Re: Stopping a Audio Unit From Callback PROPERLY
Re: Stopping a Audio Unit From Callback PROPERLY
- Subject: Re: Stopping a Audio Unit From Callback PROPERLY
- From: Brian Barnes <email@hidden>
- Date: Mon, 1 Oct 2001 02:07:48 -0400
On Monday, October 1, 2001, at 01:16 AM, andybull wrote:
Maybe (as is often the case) I am misunderstanding the question but it
is my
understanding that you should never ever stop an audio unit from within
the
component itself. You should simply fill the buffer with zeros. This
would
be because the component maybe linked (connected) into some realtime
engine
that requires the system to be runnning all the time. You should only
call
stop (or start) from code that is external to the audio unit. ie the app
that owns the audio graph. (??)
I'm using only audio units, they aren't owned by an audio graph.

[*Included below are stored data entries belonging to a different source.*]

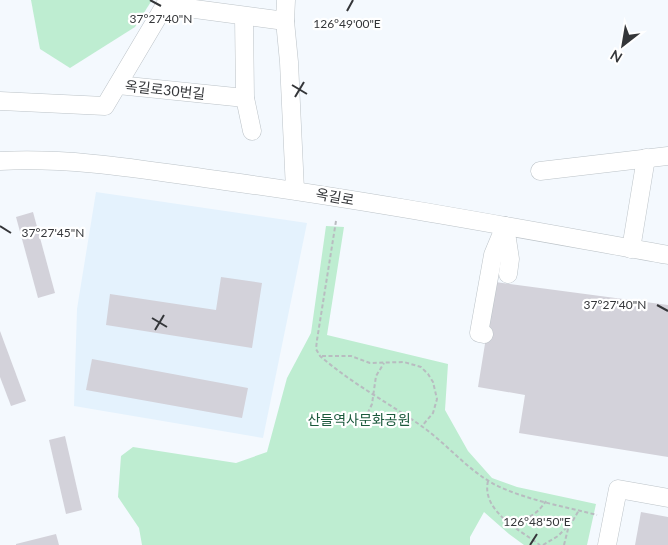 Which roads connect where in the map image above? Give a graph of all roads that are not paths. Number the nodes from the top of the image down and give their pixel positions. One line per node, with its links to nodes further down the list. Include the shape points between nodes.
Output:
1 (286, 0): 3 (street)
2 (244, 17): 3 (street, 옥길로30번길); 4 (street, 옥길로30번길, via 165,5); 6 (street)
3 (285, 21): 12 (street, via 290,62)
4 (118, 85): 5 (street, via 104,106); 6 (street, 옥길로30번길)
5 (1, 97)
6 (245, 98): 7 (street)
7 (252, 131)
8 (668, 156): 9 (street)
9 (646, 158): 11 (street); 14 (street)
10 (0, 161): 12 (street, 옥길로, via 91,163)
11 (540, 171)
12 (295, 190): 13 (street, 옥길로)
13 (505, 226): 14 (street, 옥길로); 16 (street, via 510,259); 17 (street, via 493,255 479,333)
14 (631, 248): 15 (street, 옥길로)
15 (668, 255)
16 (508, 274)
17 (484, 334)
18 (668, 498): 19 (street, via 618,488)
19 (607, 545)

Calling stop from within the callback doesn't work, so that's not even a
path to follow for me.
Think of it like this: I have X audio units. Each one is a "spot" for
a sound in the game. You are playing 5 concurrent sounds, each has it's
own audio unit. Now, if there are say 8 audio units, I want the others
to be in the stopped position, because then they take up no processing
time. 3 audio units (with a very quick fill callback) take up about
2.7-3.6% of the processor time. So, if I play a one-shot sound in an
audio unit, when I notice I reached the end of the buffer, I fill the
rest of the buffer with 0s, and throw up a flag. On the next callback,
I immediately error out. This *seems* to put the unit in the stopped
state, and it's ready to get a new sound if needed.
Until I'm told different, I'll keep doing this. I haven't heard any
static or other problems.
I assume, for games, people will want to do one-shot audio-units a lot,
unless they are implementing their own mixers and using one unit.